If implementing in organizations, DO use templates OID to differentiate company’s policy objects from default Microsoft policy objects tree. You should request PEN (Private Enterprise Number) from IANA organization (Internet Assigned Numbers Authority). Templates OID should be created with PREFIX (got from IANA) and individually created numbers for template structure.

DO customize templates, DON’T use default ones. Use organization name prefixes with templates names, customize them and add OID created with IANA’s PREFIX.

After ADCS installation DO use following commands to publish CRLs and .crts to the Active Directory:
certutil -dspublish -f "name_of_root_ca_cert.CRT"  RootCA
certutil -dspublish -f "name_of_ca_crl.CRL"

UPDATE: As HTTP is recommended path to publish CRT and CRL there is no need to use CDP and AIA with LDAP and to publish them to AD.

DO make CDP (CRL Distribution Point) redundant. Include in CDP and publish CRLs to both LDAP and HTTP. Make sure that at least one HTTP is accessible from Internet, WAN or partner’s network. It is required if you want to use certificates outside your intranet. UPDATE: DO NOT use LDAP in your CDP path at all – use only HTTP and make sure HTTP location is highly available, highly consider using split-brain DNS scenario.

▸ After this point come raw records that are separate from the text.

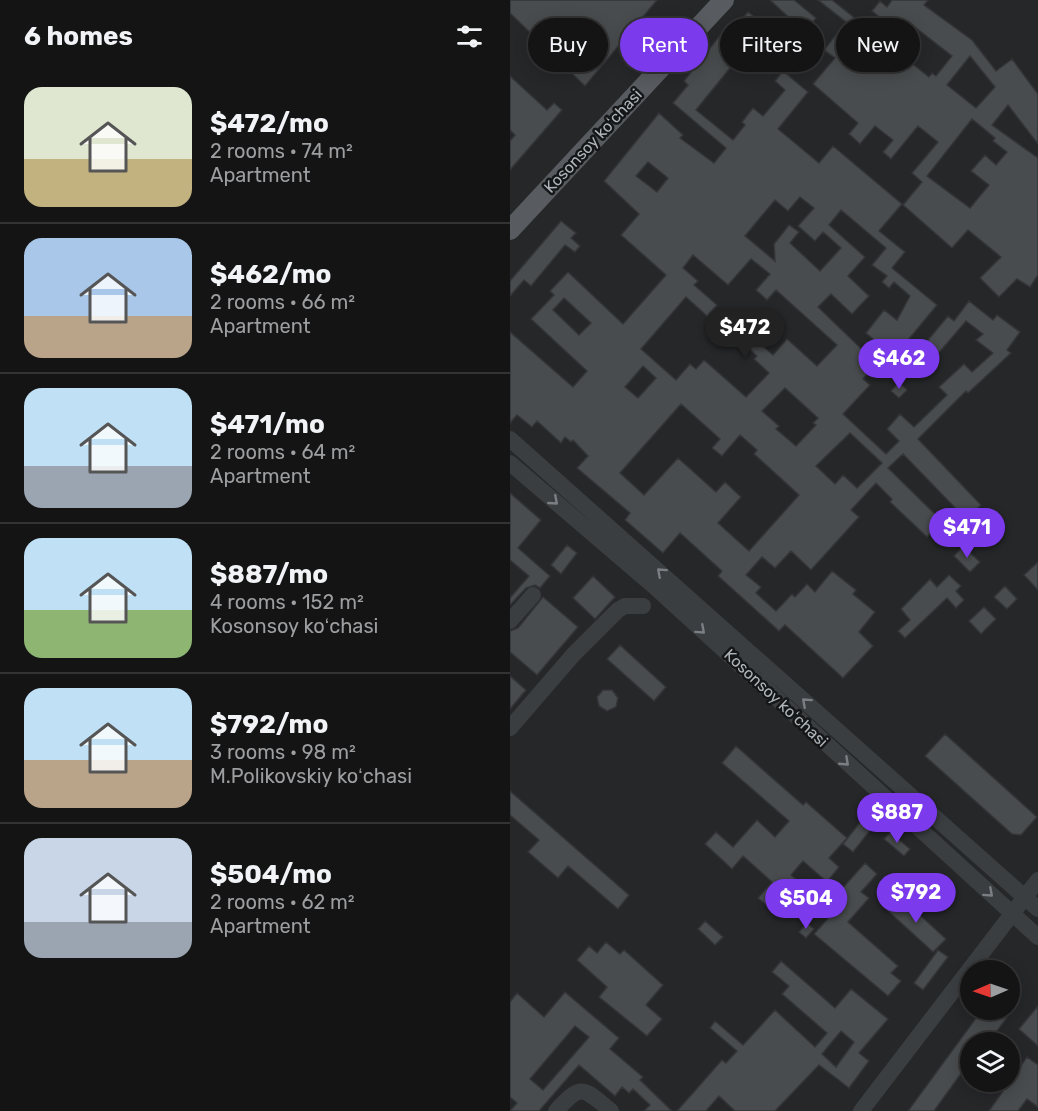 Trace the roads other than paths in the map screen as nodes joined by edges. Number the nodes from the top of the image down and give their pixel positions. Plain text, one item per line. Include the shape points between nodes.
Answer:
1 (724, 0) edge
2 (510, 230) edge
3 (510, 440) edge
4 (510, 463) edge
5 (533, 595) dead end
6 (643, 606) dead end
7 (510, 621) edge
8 (510, 728) edge
9 (1038, 880) edge
10 (1025, 897) junction
11 (1038, 909) edge
12 (1012, 914) junction
13 (1038, 937) edge
14 (556, 1111) edge
15 (611, 1111) edge
16 (861, 1111) edge

1 - 2 main road, Kosonsoy koʻchasi
10 -> 3 street, Kosonsoy koʻchasi
4 -> 12 street, Kosonsoy koʻchasi via 657,589
5 - 7 street
6 - 8 street via 618,610
9 - 10 street
10 - 11 street, Kosonsoy koʻchasi
10 - 12 street
12 - 13 street, Kosonsoy koʻchasi
12 - 16 street
14 - 15 street via 572,1093 581,1091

If however, you decide to distribute CRL using Active Directory, DO bear in mind AD replication delays.

DO implement OCSP. Online Certificate Status Protocol reduces CRL usage (bandwith) and is more reliable. End-users workstations cache CRL in local user profile, so user’s certificate revocation may become effective when cached CRL validity period is over. Unlike this CRL weakness, OCSP uses delta CRL, so to work efficiently I suggest setting Active Directory Certificate Services Delta CRL time to minimum period (30 minutes):
certutil -setreg CA\CRLDeltaPeriodUnits 30
certutil -setreg CA\CRLDeltaPeriod "Minutes"
OCSP should be available from both Internet and intranet.  Keep in mind that despite the revocation of the certificate, the preferred method for removing user access to resources is disabling AD account.

DO use PKI repositories. Those are places to keep PKI related data. It can be a public web folder for all with CRLs and CA’s certificates or private folder for internal users only with CP, CPS, user’s .crt certificates, user’s regulations. CRLs and CA’s .crts as well.

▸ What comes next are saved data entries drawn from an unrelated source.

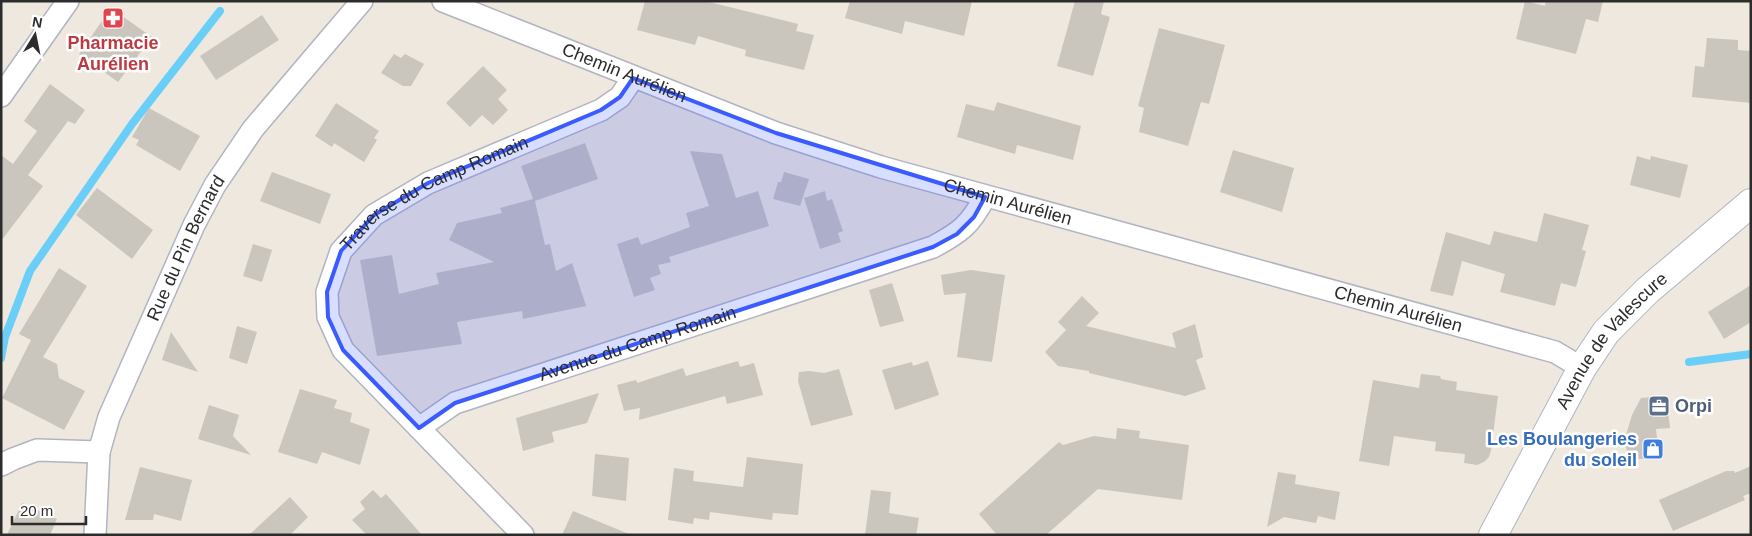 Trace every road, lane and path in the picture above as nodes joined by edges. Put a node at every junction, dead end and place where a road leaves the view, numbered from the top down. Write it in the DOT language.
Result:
graph roads {
  1 [pos="68,1"];
  2 [pos="362,1"];
  3 [pos="443,1"];
  4 [pos="633,78"];
  5 [pos="1,96"];
  6 [pos="985,197"];
  7 [pos="1751,203"];
  8 [pos="1582,368"];
  9 [pos="419,428"];
  10 [pos="99,452"];
  11 [pos="7,462"];
  12 [pos="95,535"];
  13 [pos="523,535"];
  14 [pos="1493,535"];
  1 -- 5 [label="street"];
  2 -- 10 [label="street, Rue du Pin Bernard"];
  3 -- 4 [label="street, Chemin Aurélien"];
  4 -- 6 [label="street, Chemin Aurélien"];
  4 -- 9 [label="street, Traverse du Camp Romain"];
  6 -- 8 [label="street, Chemin Aurélien"];
  6 -- 9 [label="street, Avenue du Camp Romain"];
  7 -- 8 [label="main road, Avenue de Valescure"];
  8 -- 14 [label="main road, Avenue de Valescure"];
  9 -- 13 [label="street"];
  10 -- 11 [label="street"];
  10 -- 12 [label="street, Rue du Pin Bernard"];
}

Microsoft ADCS default repository is C:\Windows\System32\certsrv\CertEnroll. To that directory are published CRLs and CA’s .crt certificates. As mentioned before, CDP and AIA should be published redundantly – with HTTP protocol. DON’T publish CertEnroll folder directly to the Internet. Instead create a copying script which copies *.crt and *.crl to another machine and folder and create task schedule to trigger it every, let’s say, 5 minutes. When in another folder, publish to Internet with your reverse proxy, for example Microsoft Forefront Threat Management Gateway UPDATE: Microsoft TMG is discontinued. Be careful on credentials that are provided to run script. You can use this simple code below to create batch file:
xcopy C:\Windows\System32\certsrv\CertEnroll\* \\\Repository\* /Y /Q

DO role separation. In simple scenario these should be: PKIBackupOperators, PKITemplateAdmins, PKIAuditors, PKICertAdmins, PKICAAdmins.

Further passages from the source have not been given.